Hey, Tommy, what day is it?
That’s what I thought. You don’t have a clue.
I would have expected more from Thomas McDermott Jr., Hammond's mayor and chairman of the Lake County Democratic precinct organization, when it came to discussing the 2016 governor’s race.
When John Gregg announced last week he wouldn’t make another run for governor, McDermott pooh-poohed the notion that the stage had been cleared for Evan Bayh, the heart of Hoosier Democrats the past two decades.
In fact, McDermott almost sounded like a Republican.
McDermott said the thought that Bayh will be the savior for Indiana Democrats is “wishful thinking.”
In fact, McDermott said Bayh can’t even be a candidate because he doesn’t live in Indiana.
Bayh doesn’t, but all he needs to do is rent an apartment.
Dan Coats didn’t live in Indiana when he announced his candidacy to replace Bayh in the Senate. Coats hadn’t lived here for a decade. Yep, he rented an apartment.
“If Evan Bayh moves here and Evan Bayh starts campaigning like he used to, then maybe I’ll re-evaluate, but right now I refuse to drink the Kool-Aid that Evan will come in and save the day,” McDermott said. “I think it’s up to us to save the day. We have great candidates in Indiana, and we’ll find one in 2016, and we’ll run that person.”

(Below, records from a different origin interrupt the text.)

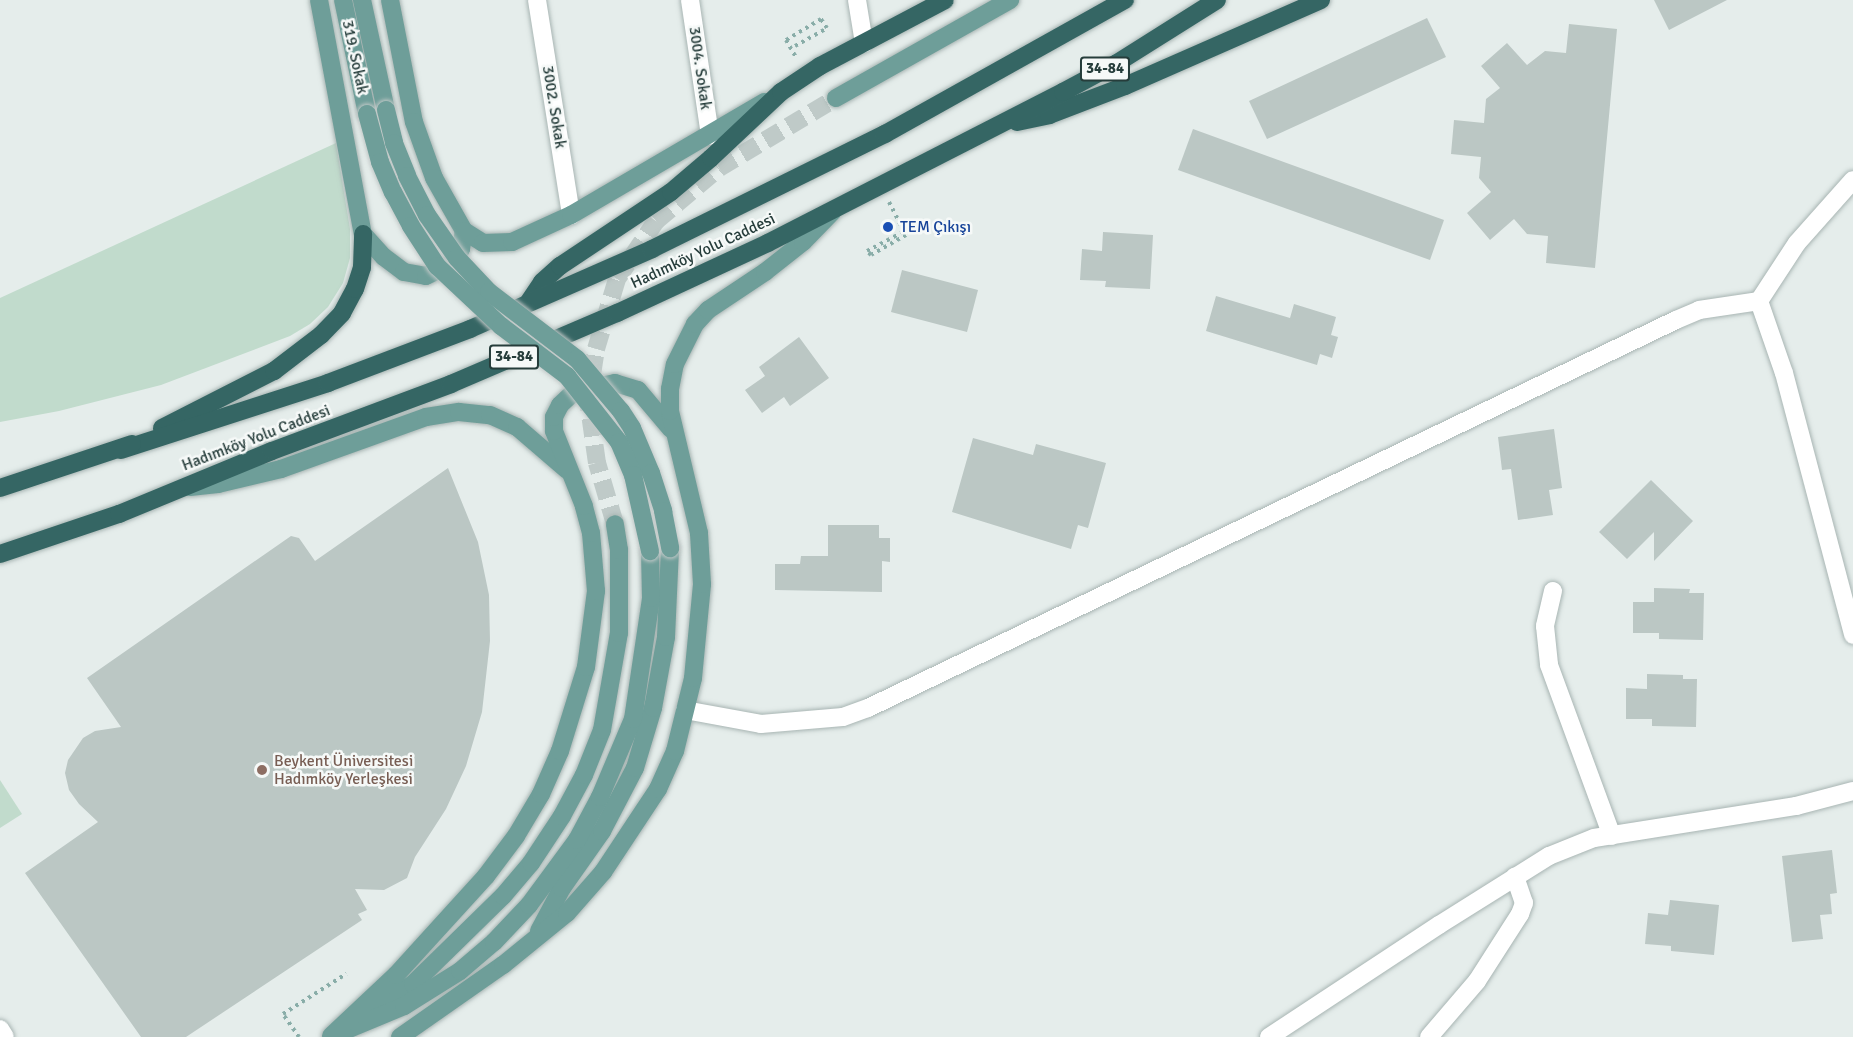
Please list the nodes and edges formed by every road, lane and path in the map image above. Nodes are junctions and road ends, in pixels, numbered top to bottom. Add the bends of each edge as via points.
1 (319, 0) edge
2 (343, 0) edge
3 (362, 0) edge
4 (390, 0) edge
5 (537, 0) edge
6 (690, 0) edge
7 (857, 0) edge
8 (945, 0) edge
9 (1010, 0) edge
10 (1125, 0) edge
11 (1217, 0) edge
12 (1321, 0) edge
13 (786, 39) dead end
14 (864, 43) junction
15 (795, 46) dead end
16 (781, 92) junction
17 (836, 98) tunnel mouth
18 (988, 128) junction
19 (710, 136) junction
20 (1853, 180) edge
21 (880, 186) junction
22 (837, 207) junction
23 (571, 214) junction
24 (464, 231) junction
25 (901, 233) dead end
26 (363, 234) junction
27 (1759, 301) junction
28 (528, 303) junction
29 (676, 436) junction
30 (121, 450) junction
31 (573, 475) junction
32 (0, 488) edge
33 (182, 488) junction
34 (615, 524) tunnel mouth
35 (0, 554) edge
36 (1553, 591) dead end
37 (1853, 635) edge
38 (685, 710) junction
39 (1853, 791) edge
40 (1612, 836) junction
41 (1515, 877) junction
42 (536, 938) junction
43 (346, 974) dead end
44 (0, 1029) edge
45 (5, 1037) edge
46 (299, 1037) edge
47 (330, 1037) edge
48 (400, 1037) edge
49 (1269, 1037) edge
50 (1429, 1037) edge

1 - 26 main road
2 - 47 main road, 319. Sokak, bridge via 367,114 393,192 437,266 501,326 567,376 619,442 633,475 650,550 651,598 633,719 605,787 577,840 529,905 460,971 404,1006
3 - 42 main road, 319. Sokak, bridge via 394,143 427,215 457,258 489,292 577,359 621,411 651,473 670,548 666,637 653,708 635,768 602,831 562,888
4 - 24 main road via 414,122 434,178
5 - 23 street, 3002. Sokak
6 - 19 street, 3004. Sokak
7 - 14 street
8 - 14 highway
9 - 17 main road
10 - 28 highway, Hadımköy Yolu Caddesi / 34-84 via 865,144 652,249
11 - 18 highway, Hadımköy Yolu Caddesi / 34-84 via 1117,63
12 - 18 highway via 1114,91 1049,115
13 - 15 path via 821,19 827,28
14 - 16 highway
16 - 19 main road
16 - 28 highway via 671,192 560,266 542,282
18 - 21 highway, Hadımköy Yolu Caddesi / 34-84
19 - 23 main road
20 - 27 street via 1797,243
21 - 22 highway, Hadımköy Yolu Caddesi / 34-84
21 - 25 path via 906,235 871,255 867,250
22 - 29 main road via 803,242 708,310 695,324 675,364 670,389
22 - 33 highway, Hadımköy Yolu Caddesi / 34-84 via 638,303 482,370
23 - 24 main road via 512,242 483,243
24 - 26 main road via 461,249 448,265 426,276 404,272
26 - 30 highway via 362,267 355,289 342,313 321,335 274,371
27 - 37 street via 1784,373
27 - 38 street via 1699,310 1676,320 868,708 843,717 760,724
28 - 30 highway, Hadımköy Yolu Caddesi / 34-84 via 328,383
29 - 31 main road via 638,390 615,383 576,392 560,405 554,417 554,431
29 - 38 main road via 699,533 702,584 693,678
30 - 32 highway
31 - 33 main road via 517,427 490,415 459,412 426,417 281,469
31 - 47 main road via 591,533 596,591 586,667 561,751 531,811 486,876 396,975
33 - 35 highway, Hadımköy Yolu Caddesi via 120,514
34 - 47 main road via 621,593 612,686 602,730 562,816 503,896 422,975
36 - 40 street via 1545,626 1549,665
38 - 42 main road via 675,750 641,817 603,872 567,913
39 - 40 street via 1796,806
40 - 41 street via 1594,838 1549,856
41 - 49 street
41 - 50 street via 1523,895 1520,914 1477,981
42 - 48 main road
43 - 46 path via 283,1014
44 - 45 street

And one of those great candidates is McDermott himself. Just ask him.
“You never know,” McDermott said about being the guy to take on Republican Gov. Mike Pence.
So there, take that Evan.
McDermott is right that there are a number of Hoosier Democrats who would make good governors. The problem is most of them aren’t very well known and probably can’t win. You could say the same about McDermott, who would have a second strike against him, being from Lake County.
As he made his announcement, Gregg didn’t mention Bayh for governor.
But Gregg did say the guy he’s asked a good deal about is Joe Hogsett.
Hogsett, who once was secretary of state, is the U.S. attorney for the Southern District of Indiana.
But the last I heard, Hogsett was leaning toward running for Indianapolis mayor in 2015.
Could Hogsett beat Pence? Perhaps. He is bright and personable and a heckuva campaigner.
Could Bayh beat Pence? Absolutely. He isn’t a fiery liberal like his father, former U.S. Sen. Birch Bayh, but he’s always been the quintessential Teflon man. Bayh has his shortcomings, but no one seems to remember what they are.
But McDermott is right that 2016 is a long way off.
At the rate Pence is going there could be a number of Democrats who could become viable candidates for governor. Maybe even McDermott?